#### What is expected
Below are entries to be transcribed exactly; exclude the pictures from the copy.
####################
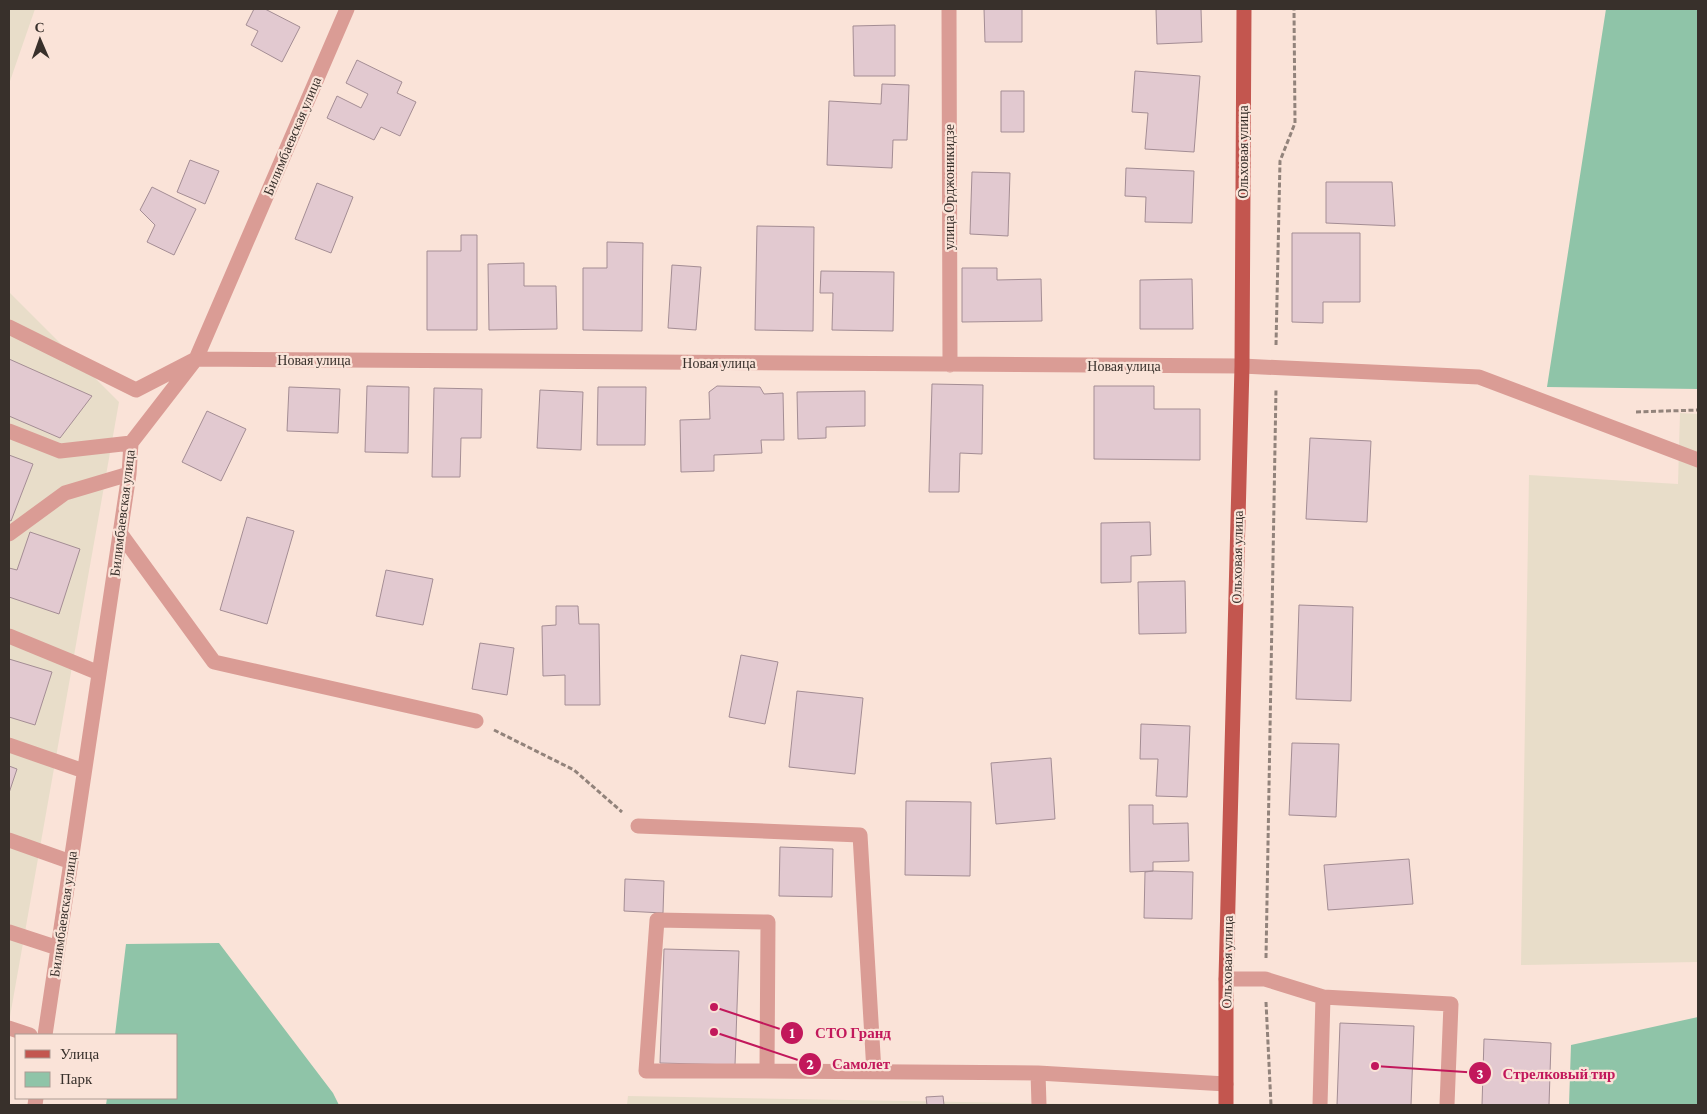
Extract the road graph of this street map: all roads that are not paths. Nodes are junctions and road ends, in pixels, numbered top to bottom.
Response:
1 (347, 9) edge
2 (949, 9) edge
3 (1244, 9) edge
4 (9, 327) edge
5 (196, 359) junction
6 (950, 365) junction
7 (1242, 366) junction
8 (9, 431) edge
9 (131, 443) junction
10 (1698, 460) edge
11 (129, 474) junction
12 (120, 533) junction
13 (9, 534) edge
14 (9, 636) edge
15 (99, 673) junction
16 (476, 721) road end
17 (9, 744) edge
18 (84, 772) junction
19 (638, 826) road end
20 (9, 840) edge
21 (71, 862) junction
22 (9, 932) edge
23 (58, 948) junction
24 (1226, 979) junction
25 (1323, 997) junction
26 (9, 1028) edge
27 (27, 1034) edge
28 (45, 1034) edge
29 (767, 1071) junction
30 (874, 1072) junction
31 (1038, 1073) junction
32 (1226, 1084) junction
33 (1039, 1105) edge
34 (1226, 1105) edge
35 (1320, 1105) edge
36 (1447, 1105) edge

1 - 5 street, Билимбаевская улица
2 - 6 street, улица Орджоникидзе
3 - 7 main road, Ольховая улица
4 - 5 street
5 - 6 street, Новая улица
5 - 9 street, Билимбаевская улица
6 - 7 street, Новая улица
7 - 10 street, Новая улица
7 - 24 main road, Ольховая улица
8 - 9 street
9 - 11 street, Билимбаевская улица
11 - 12 street, Билимбаевская улица
11 - 13 street
12 - 15 street, Билимбаевская улица
12 - 16 street
14 - 15 street
15 - 18 street, Билимбаевская улица
17 - 18 street
18 - 21 street, Билимбаевская улица
19 - 30 street
20 - 21 street
21 - 23 street, Билимбаевская улица
22 - 23 street
23 - 28 street, Билимбаевская улица
24 - 25 street
24 - 32 main road, Ольховая улица
25 - 35 street
25 - 36 street
26 - 27 street
29 - 29 street
29 - 30 street
30 - 31 street
31 - 32 street
31 - 33 street
32 - 34 main road, Ольховая улица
####################
#### Your response
Extract the road graph of this street map: all roads that are not paths. Nodes are junctions and road ends, in pixels, numbered top to bottom.
Response:
1 (347, 9) edge
2 (949, 9) edge
3 (1244, 9) edge
4 (9, 327) edge
5 (196, 359) junction
6 (950, 365) junction
7 (1242, 366) junction
8 (9, 431) edge
9 (131, 443) junction
10 (1698, 460) edge
11 (129, 474) junction
12 (120, 533) junction
13 (9, 534) edge
14 (9, 636) edge
15 (99, 673) junction
16 (476, 721) road end
17 (9, 744) edge
18 (84, 772) junction
19 (638, 826) road end
20 (9, 840) edge
21 (71, 862) junction
22 (9, 932) edge
23 (58, 948) junction
24 (1226, 979) junction
25 (1323, 997) junction
26 (9, 1028) edge
27 (27, 1034) edge
28 (45, 1034) edge
29 (767, 1071) junction
30 (874, 1072) junction
31 (1038, 1073) junction
32 (1226, 1084) junction
33 (1039, 1105) edge
34 (1226, 1105) edge
35 (1320, 1105) edge
36 (1447, 1105) edge

1 - 5 street, Билимбаевская улица
2 - 6 street, улица Орджоникидзе
3 - 7 main road, Ольховая улица
4 - 5 street
5 - 6 street, Новая улица
5 - 9 street, Билимбаевская улица
6 - 7 street, Новая улица
7 - 10 street, Новая улица
7 - 24 main road, Ольховая улица
8 - 9 street
9 - 11 street, Билимбаевская улица
11 - 12 street, Билимбаевская улица
11 - 13 street
12 - 15 street, Билимбаевская улица
12 - 16 street
14 - 15 street
15 - 18 street, Билимбаевская улица
17 - 18 street
18 - 21 street, Билимбаевская улица
19 - 30 street
20 - 21 street
21 - 23 street, Билимбаевская улица
22 - 23 street
23 - 28 street, Билимбаевская улица
24 - 25 street
24 - 32 main road, Ольховая улица
25 - 35 street
25 - 36 street
26 - 27 street
29 - 29 street
29 - 30 street
30 - 31 street
31 - 32 street
31 - 33 street
32 - 34 main road, Ольховая улица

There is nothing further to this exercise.